Homecoming, circa 1989.
This is picture was taken on the night I went to my first high school Homecoming dance. Corsage strapped on. Check. Bangs sprayed up to unfathomable heights. Check. Dyed to match shoes. Check. Best friend in her Gunne Sax dress next to me. Check.
We had dinner, went to the dance, got our pictures taken in front of a cheesy back drop and then danced the night away to music by Depeche Mode, Madonna, The Cure, Bobby Brown and Richard Marx. It was seriously good times. Good enough times that I remember much of the night twenty four years later.
I wish I could write the rest of this post without feeling sad.
But it’s not possible.
My son’s Homecoming dance experience was not at all what my experience was in high school. If you asked him, he’d probably use three words to describe the dance: loud, gross, and disappointing.
The DJ hired for the dance played mostly one type of music. It’s called Dubstep. Ever heard of it? Basically its electronic club music that features a very prominent sub bass beat. Think repetitive low drum beat. Very few popular songs were played. Zero slow songs were played. ZERO. The music was played was so loud Big C spent the entire night yelling to be heard by his friends.
There is a new trend in high school dancing. Did you know? If not, I should warn you, I’m about to get explicit. Big C said there were three types of dancing going on at Homecoming: twerking (thank you Miley), grinding, and jumping. If you weren’t doing the first two – which most of the kids were – you were jumping up and down all night. That’s what Big C did. Consequently he got in the car exhausted from jumping for two straight hours.
The rest of the kids at the dance spent their night rubbing their bodies all over each other and simulating sex acts on the dance floor. The closer you got to the middle of the room, the worse the dancing was. Girls in already too short dresses were hiking them up to be able to “dance” better.
I could detail more of it, but it would only make you cringe and wonder what on earth is going on in our school. I wish I could say this is limited to my child’s school. But I know it is not. That’s not to say there aren’t schools where this isn’t happening. I’m sure there are.

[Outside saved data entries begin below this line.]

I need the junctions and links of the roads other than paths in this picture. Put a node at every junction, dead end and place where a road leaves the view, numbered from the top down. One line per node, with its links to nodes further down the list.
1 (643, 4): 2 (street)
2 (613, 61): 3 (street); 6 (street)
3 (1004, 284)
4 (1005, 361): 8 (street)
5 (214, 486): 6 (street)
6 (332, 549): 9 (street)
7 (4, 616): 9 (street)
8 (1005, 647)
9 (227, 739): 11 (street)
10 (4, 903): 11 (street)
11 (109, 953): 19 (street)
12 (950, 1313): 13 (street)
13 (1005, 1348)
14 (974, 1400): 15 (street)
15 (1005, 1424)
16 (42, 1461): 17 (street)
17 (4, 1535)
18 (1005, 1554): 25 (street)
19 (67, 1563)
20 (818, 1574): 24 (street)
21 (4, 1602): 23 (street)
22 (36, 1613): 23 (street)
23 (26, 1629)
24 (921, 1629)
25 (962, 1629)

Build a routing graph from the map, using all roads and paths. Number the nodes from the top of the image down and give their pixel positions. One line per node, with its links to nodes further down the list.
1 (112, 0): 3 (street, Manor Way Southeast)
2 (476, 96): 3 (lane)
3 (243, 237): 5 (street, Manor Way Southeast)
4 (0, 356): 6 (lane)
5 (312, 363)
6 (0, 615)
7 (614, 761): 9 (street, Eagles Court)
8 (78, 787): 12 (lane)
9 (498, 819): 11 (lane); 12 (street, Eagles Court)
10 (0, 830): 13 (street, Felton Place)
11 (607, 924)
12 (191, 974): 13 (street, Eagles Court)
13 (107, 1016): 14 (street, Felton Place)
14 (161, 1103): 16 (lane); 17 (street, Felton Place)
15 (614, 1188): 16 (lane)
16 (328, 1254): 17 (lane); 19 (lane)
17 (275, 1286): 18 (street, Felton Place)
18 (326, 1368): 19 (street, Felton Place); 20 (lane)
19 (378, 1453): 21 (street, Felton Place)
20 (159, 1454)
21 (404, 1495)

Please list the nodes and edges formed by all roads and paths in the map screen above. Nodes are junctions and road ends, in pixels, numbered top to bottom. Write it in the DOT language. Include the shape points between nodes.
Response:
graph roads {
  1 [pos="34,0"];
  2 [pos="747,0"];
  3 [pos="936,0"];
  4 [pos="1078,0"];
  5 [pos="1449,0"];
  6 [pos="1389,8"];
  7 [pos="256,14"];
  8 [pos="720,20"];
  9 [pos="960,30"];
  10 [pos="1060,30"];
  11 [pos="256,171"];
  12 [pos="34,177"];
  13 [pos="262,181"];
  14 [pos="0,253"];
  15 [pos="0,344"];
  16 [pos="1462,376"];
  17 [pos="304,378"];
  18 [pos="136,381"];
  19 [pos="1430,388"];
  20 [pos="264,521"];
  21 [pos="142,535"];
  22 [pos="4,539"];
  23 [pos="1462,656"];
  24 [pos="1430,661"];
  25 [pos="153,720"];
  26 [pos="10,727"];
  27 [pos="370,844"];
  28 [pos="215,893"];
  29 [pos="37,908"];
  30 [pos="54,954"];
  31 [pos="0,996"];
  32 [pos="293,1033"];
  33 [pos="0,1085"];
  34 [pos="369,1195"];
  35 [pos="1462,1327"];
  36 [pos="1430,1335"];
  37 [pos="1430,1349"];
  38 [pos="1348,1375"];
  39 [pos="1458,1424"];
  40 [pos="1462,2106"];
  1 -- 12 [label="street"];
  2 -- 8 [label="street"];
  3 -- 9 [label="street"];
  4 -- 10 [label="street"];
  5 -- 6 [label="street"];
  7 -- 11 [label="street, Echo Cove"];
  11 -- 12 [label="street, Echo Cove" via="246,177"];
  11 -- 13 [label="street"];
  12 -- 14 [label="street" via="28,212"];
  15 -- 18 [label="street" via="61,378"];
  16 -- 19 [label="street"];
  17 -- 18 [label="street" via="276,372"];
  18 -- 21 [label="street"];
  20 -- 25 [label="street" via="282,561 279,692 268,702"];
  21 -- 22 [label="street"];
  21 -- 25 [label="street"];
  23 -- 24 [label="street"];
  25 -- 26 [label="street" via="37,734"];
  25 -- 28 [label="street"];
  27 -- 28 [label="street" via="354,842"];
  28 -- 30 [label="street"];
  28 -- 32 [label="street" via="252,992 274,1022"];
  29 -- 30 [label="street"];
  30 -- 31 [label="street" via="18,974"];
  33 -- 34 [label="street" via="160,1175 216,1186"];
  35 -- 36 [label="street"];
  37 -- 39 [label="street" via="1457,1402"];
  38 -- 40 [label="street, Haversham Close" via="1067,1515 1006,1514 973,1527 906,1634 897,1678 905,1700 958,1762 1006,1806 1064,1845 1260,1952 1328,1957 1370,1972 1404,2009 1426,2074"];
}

Big C was so disappointed. We knew going in that it could be bad. He confirmed it was worse than we all thought. He was mostly sad because he knew people going into the dance that he was sure would “never dance like that”. He was wrong. I could see the disappointment on his face as we talked about the night. He couldn’t merge the idea of all these kids getting dressed up and looking so nice with their choice to behave in a manner so contrary to the occasion.
His time with his friends before the dance was great. Dinner, photos, laughing, talking - he’d do that again in a heartbeat. But he strongly proclaimed upon getting into the car that he wouldn’t be going back to the Homecoming dance ever again.
We are not naïve parents. We know times have changed from twenty years ago. But that doesn’t mean we don’t long for our kids to have the experiences we did in high school. I love this kid. He’s a winner in my book.
We’re already making plans for next year when two of our kids will be in high school. We’re scheming with ideas for a grand ComingHome party for kids who don’t want to attend the Homecoming dance.
What do you think? Do you have high schoolers? Have you asked them what goes on at the dances?
PS. I know you’re wondering where the teachers, administrators & chaperones were. They were there. They didn’t stop it. Long story short, over the years as complaints have rolled in they’ve justified the behavior with a “we’d rather have them dancing like that here than somewhere else” mentality. Major COP OUT.